14 Regression output: which activation on the final unit?Easy
Answer: Often none (linear output) for unbounded targets. For bounded [0,1] you might use sigmoid; for general bounded ranges, tanh scaling or custom bounds.
15 Why does ReLU help training speed vs sigmoid?Medium
Answer: Cheaper ops (compare/threshold vs exp), and less saturation in the active region so gradients stay larger for active neurons—often faster convergence in deep nets.
Tie answers to gradients, saturation, and compute—three axes interviewers like.

Loss Functions — 15 Interview Questions

16 What is a loss function in supervised learning?Easy
Answer: A scalar that scores how far model outputs are from targets for one example (or batch). Training minimizes the average loss over the dataset—the empirical risk.
17 Mean squared error (MSE)—definition and typical use.Easy
Answer: Average of squared differences between prediction and target. Common for regression; penalizes large errors heavily. With Gaussian noise assumptions, MSE relates to maximum likelihood.
MSE = (1/n) Σ (ŷ_i − y_i)²
18 Binary cross-entropy in one line.Easy
Answer: For label y ∈ {0,1} and predicted probability p̂, loss encourages p̂ → y. It is the negative log-likelihood of a Bernoulli model—strong gradients when the model is confidently wrong.
19 Multi-class cross-entropy with one-hot targets.Medium
Answer: −Σ_k y_k log p̂_k with one-hot y picks the log-probability of the true class. With softmax outputs, this is standard classification training.
20 Why softmax + cross-entropy together?Medium
Answer: Softmax turns logits into a distribution; CE matches it to labels. The combined gradient w.r.t. logits is often simple (prediction minus target), which is stable and efficient to implement (e.g. log-softmax + NLL).
21 Hinge loss—when does it appear?Medium
Answer: Classic for SVMs: penalizes margin violations. Less common in standard deep classifiers than CE but shows up in contrastive / max-margin formulations.
22 Huber loss vs MSE for regression.Medium
Answer: Behaves like MSE near zero (smooth) and like L1 far out—less sensitive to outliers than pure MSE while staying differentiable in practice (at the join point subgradient).
23 Where does L2 regularization appear in the loss?Easy
Answer: Add λ||w||² (or similar) to the empirical loss so optimization shrinks weights, improving generalization. It is weight decay in the objective (implementation details can differ in AdamW).
24 Why not train directly on classification accuracy?Medium
Answer: Accuracy is piecewise constant in logits—gradient is zero almost everywhere. Differentiable surrogates (CE) provide learning signal.

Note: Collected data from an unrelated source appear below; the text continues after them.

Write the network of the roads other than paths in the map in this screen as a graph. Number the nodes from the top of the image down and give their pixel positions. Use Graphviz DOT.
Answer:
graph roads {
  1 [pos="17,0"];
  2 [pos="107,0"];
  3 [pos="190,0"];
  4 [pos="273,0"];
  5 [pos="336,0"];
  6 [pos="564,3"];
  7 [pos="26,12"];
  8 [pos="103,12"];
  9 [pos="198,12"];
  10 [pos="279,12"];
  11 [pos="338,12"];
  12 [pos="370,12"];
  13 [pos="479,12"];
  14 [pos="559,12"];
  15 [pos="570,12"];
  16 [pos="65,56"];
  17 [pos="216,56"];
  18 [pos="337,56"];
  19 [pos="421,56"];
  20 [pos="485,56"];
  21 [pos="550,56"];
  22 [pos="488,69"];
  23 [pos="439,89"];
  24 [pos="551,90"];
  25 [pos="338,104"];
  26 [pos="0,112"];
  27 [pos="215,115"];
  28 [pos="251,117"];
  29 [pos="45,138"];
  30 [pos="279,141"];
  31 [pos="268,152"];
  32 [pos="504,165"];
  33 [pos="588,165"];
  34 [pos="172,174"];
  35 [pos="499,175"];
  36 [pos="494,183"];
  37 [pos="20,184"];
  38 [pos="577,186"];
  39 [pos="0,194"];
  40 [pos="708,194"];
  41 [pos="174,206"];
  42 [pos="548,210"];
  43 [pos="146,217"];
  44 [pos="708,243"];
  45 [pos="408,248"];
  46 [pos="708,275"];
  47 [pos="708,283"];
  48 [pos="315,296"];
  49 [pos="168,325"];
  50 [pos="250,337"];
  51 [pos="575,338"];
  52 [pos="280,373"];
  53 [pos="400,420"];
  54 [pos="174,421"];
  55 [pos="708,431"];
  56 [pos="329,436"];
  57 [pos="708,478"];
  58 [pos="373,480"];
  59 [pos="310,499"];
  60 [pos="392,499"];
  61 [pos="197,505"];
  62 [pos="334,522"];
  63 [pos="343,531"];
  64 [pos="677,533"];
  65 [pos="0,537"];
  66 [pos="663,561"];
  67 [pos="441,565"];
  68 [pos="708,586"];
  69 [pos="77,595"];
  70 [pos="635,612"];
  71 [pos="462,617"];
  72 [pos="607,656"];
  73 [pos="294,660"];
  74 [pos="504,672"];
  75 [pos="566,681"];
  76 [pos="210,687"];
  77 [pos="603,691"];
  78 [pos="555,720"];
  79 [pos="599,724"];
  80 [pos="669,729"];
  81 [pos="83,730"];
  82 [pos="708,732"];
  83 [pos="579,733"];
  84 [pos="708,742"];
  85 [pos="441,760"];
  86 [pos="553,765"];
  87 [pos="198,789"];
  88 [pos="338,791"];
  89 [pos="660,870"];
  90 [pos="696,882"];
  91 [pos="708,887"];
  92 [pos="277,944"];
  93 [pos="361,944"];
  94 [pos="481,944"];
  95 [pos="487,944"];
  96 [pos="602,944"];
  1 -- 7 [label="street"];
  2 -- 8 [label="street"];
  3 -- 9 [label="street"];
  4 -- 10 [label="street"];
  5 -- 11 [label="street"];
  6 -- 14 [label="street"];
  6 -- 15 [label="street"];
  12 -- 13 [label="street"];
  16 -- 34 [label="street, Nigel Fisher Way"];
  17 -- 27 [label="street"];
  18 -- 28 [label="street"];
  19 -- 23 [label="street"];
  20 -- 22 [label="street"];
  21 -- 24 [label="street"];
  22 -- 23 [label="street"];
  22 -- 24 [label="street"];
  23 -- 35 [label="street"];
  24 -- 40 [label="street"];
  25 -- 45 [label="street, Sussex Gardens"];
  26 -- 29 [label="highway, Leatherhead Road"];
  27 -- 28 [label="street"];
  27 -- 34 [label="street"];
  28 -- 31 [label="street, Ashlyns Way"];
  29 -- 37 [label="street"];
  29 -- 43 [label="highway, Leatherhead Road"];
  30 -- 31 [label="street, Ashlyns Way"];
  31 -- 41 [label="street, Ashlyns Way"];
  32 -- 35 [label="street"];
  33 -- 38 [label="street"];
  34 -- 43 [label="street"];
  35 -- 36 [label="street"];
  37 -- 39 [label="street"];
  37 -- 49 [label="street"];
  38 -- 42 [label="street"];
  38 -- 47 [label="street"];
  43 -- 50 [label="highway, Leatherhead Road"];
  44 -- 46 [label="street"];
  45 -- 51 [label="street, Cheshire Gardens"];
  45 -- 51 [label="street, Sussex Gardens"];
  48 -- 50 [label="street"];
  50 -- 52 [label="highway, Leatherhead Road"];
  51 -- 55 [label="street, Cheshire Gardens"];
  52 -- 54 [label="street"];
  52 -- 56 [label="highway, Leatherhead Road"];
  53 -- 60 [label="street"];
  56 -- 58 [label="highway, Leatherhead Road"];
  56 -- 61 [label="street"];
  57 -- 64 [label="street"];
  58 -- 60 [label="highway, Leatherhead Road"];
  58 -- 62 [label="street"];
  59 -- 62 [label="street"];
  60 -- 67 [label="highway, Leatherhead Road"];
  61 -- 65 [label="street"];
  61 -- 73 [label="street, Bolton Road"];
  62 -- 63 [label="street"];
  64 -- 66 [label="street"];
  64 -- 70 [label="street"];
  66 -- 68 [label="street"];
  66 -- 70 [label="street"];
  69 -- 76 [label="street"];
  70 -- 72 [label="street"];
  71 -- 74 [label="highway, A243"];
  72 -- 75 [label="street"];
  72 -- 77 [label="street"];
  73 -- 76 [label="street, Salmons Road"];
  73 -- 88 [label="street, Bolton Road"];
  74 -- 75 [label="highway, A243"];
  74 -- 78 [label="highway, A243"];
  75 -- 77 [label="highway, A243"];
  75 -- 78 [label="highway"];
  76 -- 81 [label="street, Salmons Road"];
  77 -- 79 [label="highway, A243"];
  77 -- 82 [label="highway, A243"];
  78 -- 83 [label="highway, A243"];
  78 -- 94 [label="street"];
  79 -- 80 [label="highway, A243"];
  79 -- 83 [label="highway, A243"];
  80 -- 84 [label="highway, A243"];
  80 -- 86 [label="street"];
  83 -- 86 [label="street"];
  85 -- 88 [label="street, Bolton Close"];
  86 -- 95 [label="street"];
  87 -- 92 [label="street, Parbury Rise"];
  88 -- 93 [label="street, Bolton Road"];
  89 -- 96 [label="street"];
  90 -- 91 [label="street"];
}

25 Focal loss—purpose in one sentence.Hard
Answer: Down-weights easy examples so training focuses on hard ones—useful with extreme class imbalance in detection settings.
26 Class imbalance—common loss-side fixes?Medium
Answer: Class weights in CE, resampling, focal loss, or changing the evaluation metric. Mention that rebalancing affects calibration.
27 Label smoothing—what does it change?Hard
Answer: Replace hard one-hot with a mixture with a uniform (or other) distribution so the model is not pushed to infinite confidence. Often improves calibration and regularization.
28 KL divergence as a loss component—when?Hard
Answer: When matching two distributions—e.g. knowledge distillation (student vs teacher softmax), variational objectives, or probabilistic models. It measures extra bits if using q instead of p.
29 Multi-label classification—typical loss?Medium
Answer: Independent sigmoid + binary CE per label (not softmax), because multiple labels can be active at once.
30 How do you pick a loss for a new task?Medium
Answer: Match the output head and probabilistic story: regression → MSE/Huber; exclusive classes → softmax+CE; multi-label → sigmoid+BCE; ranking → pairwise/ranking losses. Align with business metric when possible.
Tie every loss answer to gradients and what is being optimized.